The apparatus according to claim 9, wherein the apparatus further comprises: an instruction receiving module, configured to receive an image effect configuration instruction, wherein the image effect configuration instruction is used to enhance/weaken an effect of a target rendering layer in the M rendering layers; and the rendering module is further configured to: improve/reduce, according to the image effect configuration instruction, quality of rendering the target rendering layer.
The apparatus according to any one of claims 9 to 11, wherein the first encoding layer in the i encoding layers is an original base layer, another encoding layer in the i encoding layers is an original enhance layer, and the apparatus further comprises: a resource status obtaining module, configured to: obtain resource status information, wherein the resource status information indicates a status of one or more of the following: a rendering pipeline, an encoder, the communication connection, and the terminal device; and determine, based on the resource status information, that a resource status can satisfy sending of at least m original enhance layers, wherein m≤i-1; and the encoding module is further configured to: reconstruct the original base layer and the m original enhance layers into a target base layer, wherein a first bitstream comprises a bitstream corresponding to the target base layer.

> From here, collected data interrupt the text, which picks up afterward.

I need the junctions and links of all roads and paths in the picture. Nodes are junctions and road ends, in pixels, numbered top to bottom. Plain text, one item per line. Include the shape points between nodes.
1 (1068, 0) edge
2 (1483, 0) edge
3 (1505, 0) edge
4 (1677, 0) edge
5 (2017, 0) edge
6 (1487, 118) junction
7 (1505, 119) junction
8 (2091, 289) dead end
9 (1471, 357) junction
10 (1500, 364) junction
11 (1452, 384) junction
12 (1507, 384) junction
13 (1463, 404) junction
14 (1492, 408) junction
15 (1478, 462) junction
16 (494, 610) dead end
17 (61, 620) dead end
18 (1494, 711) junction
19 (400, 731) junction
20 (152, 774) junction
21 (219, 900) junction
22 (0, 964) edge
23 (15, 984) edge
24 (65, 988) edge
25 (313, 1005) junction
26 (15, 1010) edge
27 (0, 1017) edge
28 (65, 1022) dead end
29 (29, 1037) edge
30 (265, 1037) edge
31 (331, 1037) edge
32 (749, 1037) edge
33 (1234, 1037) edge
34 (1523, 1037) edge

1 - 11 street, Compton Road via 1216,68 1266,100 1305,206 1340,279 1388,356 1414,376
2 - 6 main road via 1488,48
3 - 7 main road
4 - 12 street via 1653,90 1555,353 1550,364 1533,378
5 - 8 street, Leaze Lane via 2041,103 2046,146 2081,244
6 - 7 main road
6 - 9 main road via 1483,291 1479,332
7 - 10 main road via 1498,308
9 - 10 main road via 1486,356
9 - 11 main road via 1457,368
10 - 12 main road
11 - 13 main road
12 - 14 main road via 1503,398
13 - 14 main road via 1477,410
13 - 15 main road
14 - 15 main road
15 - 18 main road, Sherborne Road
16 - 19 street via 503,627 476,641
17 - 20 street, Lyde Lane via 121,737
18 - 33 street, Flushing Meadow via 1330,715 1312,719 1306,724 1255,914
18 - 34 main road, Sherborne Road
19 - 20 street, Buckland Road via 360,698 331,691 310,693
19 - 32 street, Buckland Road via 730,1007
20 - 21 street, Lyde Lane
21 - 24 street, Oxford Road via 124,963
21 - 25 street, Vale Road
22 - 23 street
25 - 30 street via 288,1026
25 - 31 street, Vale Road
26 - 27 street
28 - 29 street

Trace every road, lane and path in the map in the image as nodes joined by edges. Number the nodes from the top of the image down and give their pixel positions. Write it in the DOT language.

The apparatus according to claim 12, wherein: the resource status obtaining module is further configured to determine, after the encoding module reconstructs the original base layer and the m original enhance layers into the target base layer, that a resource status cannot satisfy sending of the at least m original enhance layers but can satisfy sending of at least n original enhance layers, wherein n<m; the encoding module is further configured to: reconstruct the original base layer and the n original enhance layers into the target base layer; and the rendering module is further configured to: stop rendering an (n+2) th rendering layer, an (n+3) th rendering layer, ..., and an (m+1) th rendering layer.
The apparatus according to any one of claims 10 to 13, wherein the apparatus further comprises: an estimation module, configured to estimate resource occupation information and/or image effect information according to the image effect configuration instruction, wherein the resource occupation information is used to describe a resource occupation status of the terminal device or the communication connection after the raw video data is encoded according to the image effect configuration instruction, and the image effect information is used to describe an image effect displayed on the terminal device after the raw video data is encoded according to the image effect configuration instruction; and the transmission module is further configured to: send the resource occupation information and/or the image effect information to the terminal device.

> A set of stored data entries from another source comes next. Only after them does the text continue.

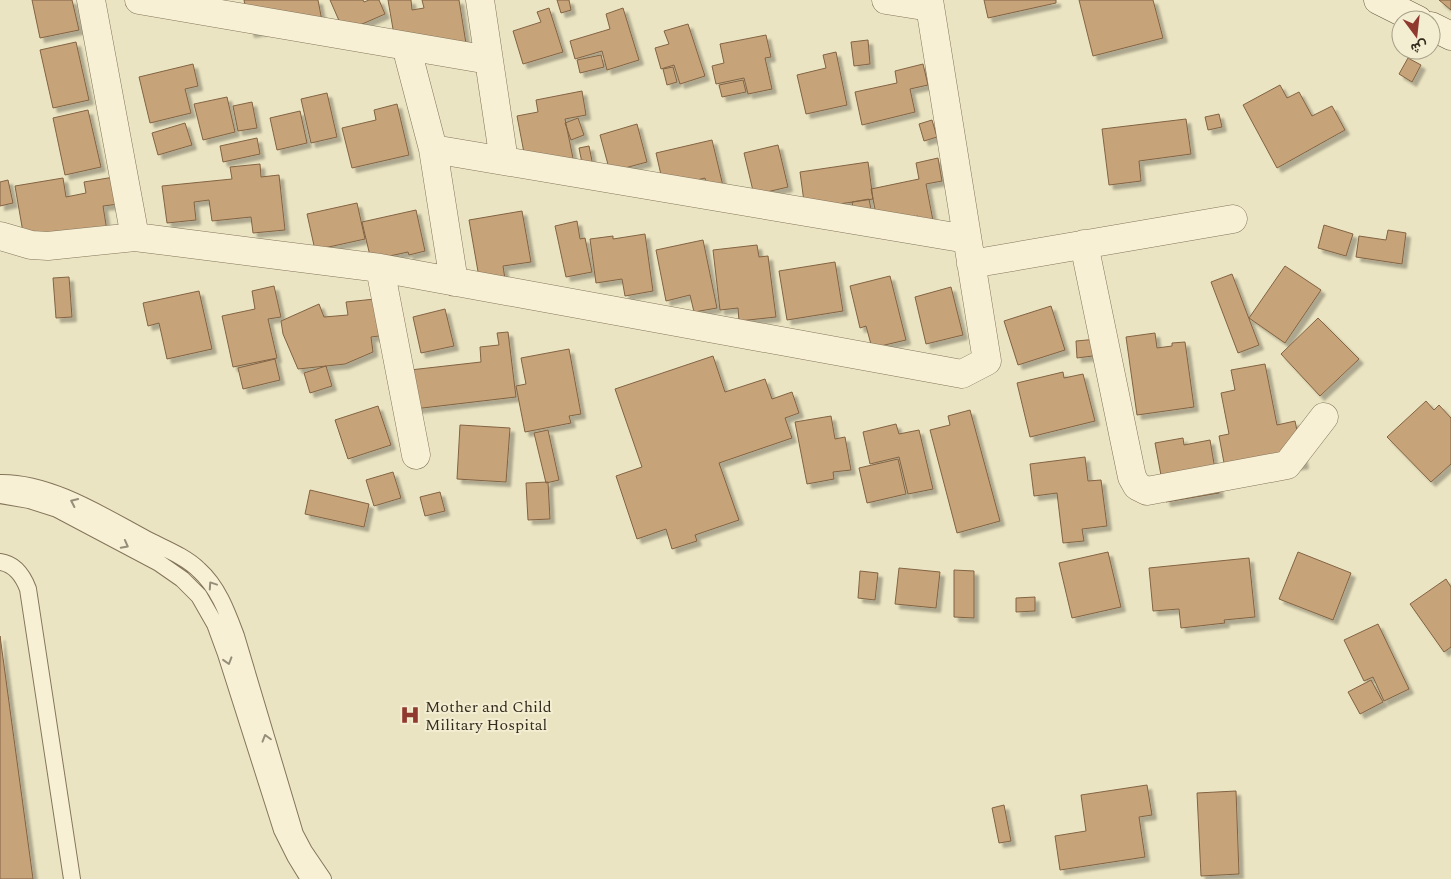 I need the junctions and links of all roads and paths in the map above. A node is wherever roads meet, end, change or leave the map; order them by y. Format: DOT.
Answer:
graph roads {
  1 [pos="91,0"];
  2 [pos="139,0"];
  3 [pos="480,0"];
  4 [pos="886,0"];
  5 [pos="1378,0"];
  6 [pos="930,3"];
  7 [pos="1398,10"];
  8 [pos="406,46"];
  9 [pos="489,60"];
  10 [pos="433,149"];
  11 [pos="504,161"];
  12 [pos="1233,219"];
  13 [pos="0,236"];
  14 [pos="136,237"];
  15 [pos="1084,244"];
  16 [pos="969,252"];
  17 [pos="380,268"];
  18 [pos="454,282"];
  19 [pos="1324,418"];
  20 [pos="416,455"];
  21 [pos="0,483"];
  22 [pos="0,495"];
  23 [pos="0,562"];
  24 [pos="72,879"];
  25 [pos="309,879"];
  26 [pos="324,879"];
  1 -- 14 [label="street"];
  2 -- 8 [label="street"];
  3 -- 9 [label="street"];
  4 -- 6 [label="street"];
  5 -- 7 [label="street"];
  6 -- 16 [label="street"];
  8 -- 9 [label="street"];
  8 -- 10 [label="street"];
  9 -- 11 [label="street"];
  10 -- 11 [label="street"];
  10 -- 18 [label="street"];
  11 -- 16 [label="street"];
  12 -- 15 [label="street"];
  13 -- 14 [label="street"];
  14 -- 17 [label="street"];
  15 -- 16 [label="street"];
  15 -- 19 [label="street"];
  16 -- 18 [label="street"];
  17 -- 18 [label="street"];
  17 -- 20 [label="street"];
  26 -- 21 [label="lane, one-way"];
  22 -- 25 [label="lane, one-way"];
  23 -- 24 [label="lane"];
} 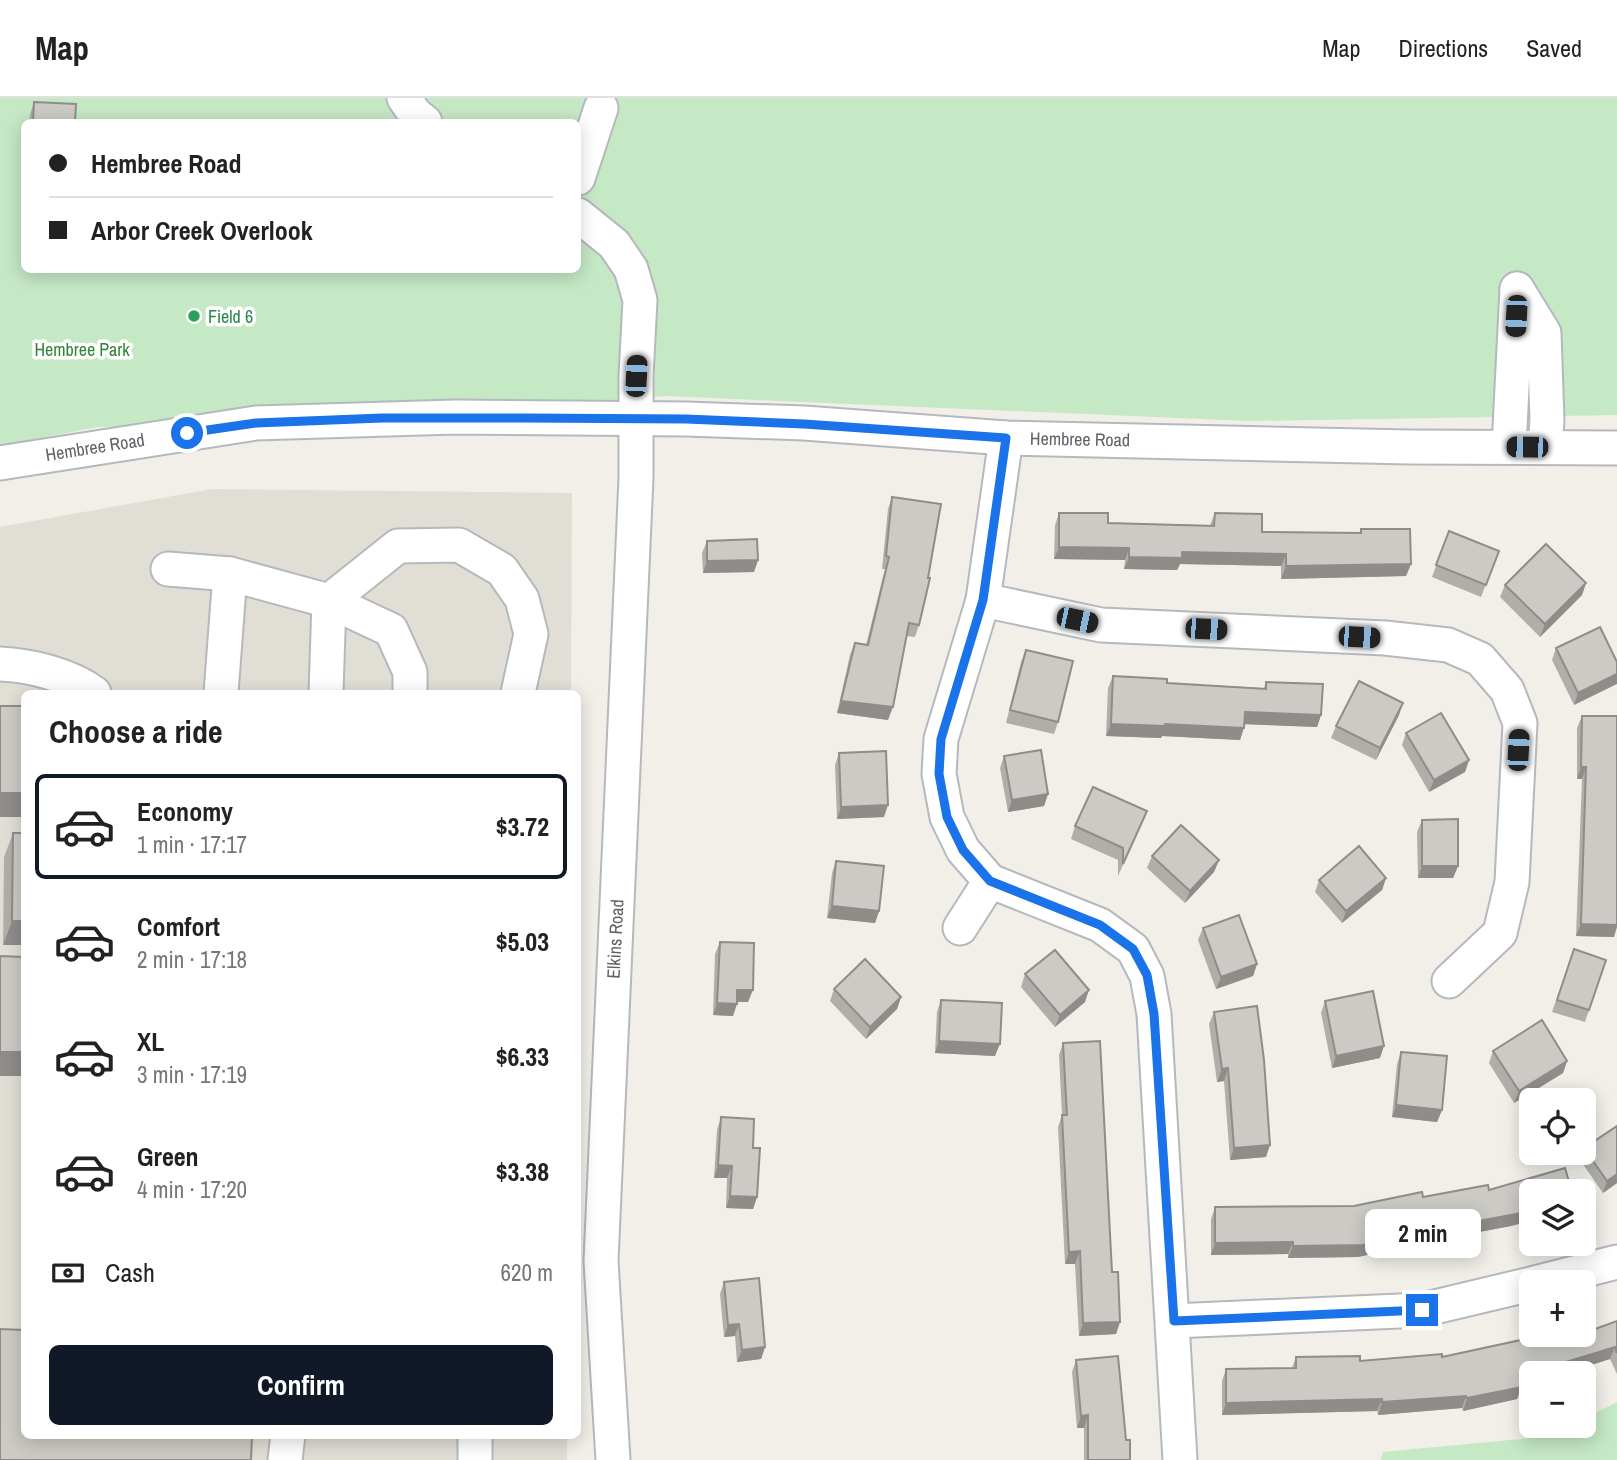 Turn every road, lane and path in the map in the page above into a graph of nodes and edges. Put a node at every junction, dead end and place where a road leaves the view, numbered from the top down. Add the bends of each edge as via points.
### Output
1 (404, 98) edge
2 (601, 108) dead end
3 (421, 119) edge
4 (581, 169) edge
5 (581, 217) edge
6 (636, 418) junction
7 (1006, 438) junction
8 (1509, 447) junction
9 (1545, 447) junction
10 (1617, 448) edge
11 (0, 463) edge
12 (168, 569) dead end
13 (230, 574) junction
14 (983, 600) junction
15 (329, 601) junction
16 (0, 664) edge
17 (90, 690) edge
18 (221, 690) edge
19 (326, 690) edge
20 (410, 690) edge
21 (519, 690) edge
22 (990, 881) junction
23 (960, 928) dead end
24 (1448, 981) dead end
25 (590, 1219) edge
26 (1617, 1262) edge
27 (1585, 1270) edge
28 (1519, 1286) edge
29 (1174, 1321) junction
30 (288, 1439) edge
31 (475, 1439) edge
32 (285, 1460) edge
33 (475, 1460) edge
34 (613, 1460) edge
35 (1180, 1460) edge

1 - 3 street
2 - 4 street
5 - 6 street, Elkins Road via 614,244 631,270 640,300
6 - 7 street, Hembree Road
6 - 11 street, Hembree Road via 256,423
6 - 25 street, Elkins Road
7 - 8 street, Hembree Road
7 - 14 street
8 - 9 street, Hembree Road
8 - 9 street via 1517,289 1544,333
9 - 10 street, Hembree Road
12 - 13 street
13 - 15 street
13 - 18 street
14 - 22 street via 941,739 939,774 947,817 963,850
14 - 24 street via 1101,625 1385,638 1448,645 1480,659 1507,690 1520,723 1511,882 1500,933
15 - 19 street
15 - 20 street via 391,629 410,672
15 - 21 street via 398,546 459,545 502,570 522,599 531,634
16 - 17 street via 25,665
22 - 23 street
22 - 29 street via 1100,925 1133,949 1147,975 1154,1014
25 - 34 street, Elkins Road via 602,1275
26 - 27 street
28 - 29 street via 1422,1310
29 - 35 street
30 - 32 street
31 - 33 street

A video processing apparatus, wherein the apparatus comprises: a receiving module, configured to receive a target video bitstream, wherein the target video bitstream is generated by performing encoding on raw video data, the raw video data comprises M rendering layers, the target video bitstream comprises at least one encoding layer, the at least one encoding layer comprises a base layer and/or at least one enhance layer, an i th encoding layer in the target video bitstream is obtained by encoding a part of rendering layers in the M rendering layers, M≥2, and M≥i≥1; and a decoding module, configured to decode the i th encoding layer into the part of rendering layers corresponding to the i th encoding layer, to decode the target video bitstream.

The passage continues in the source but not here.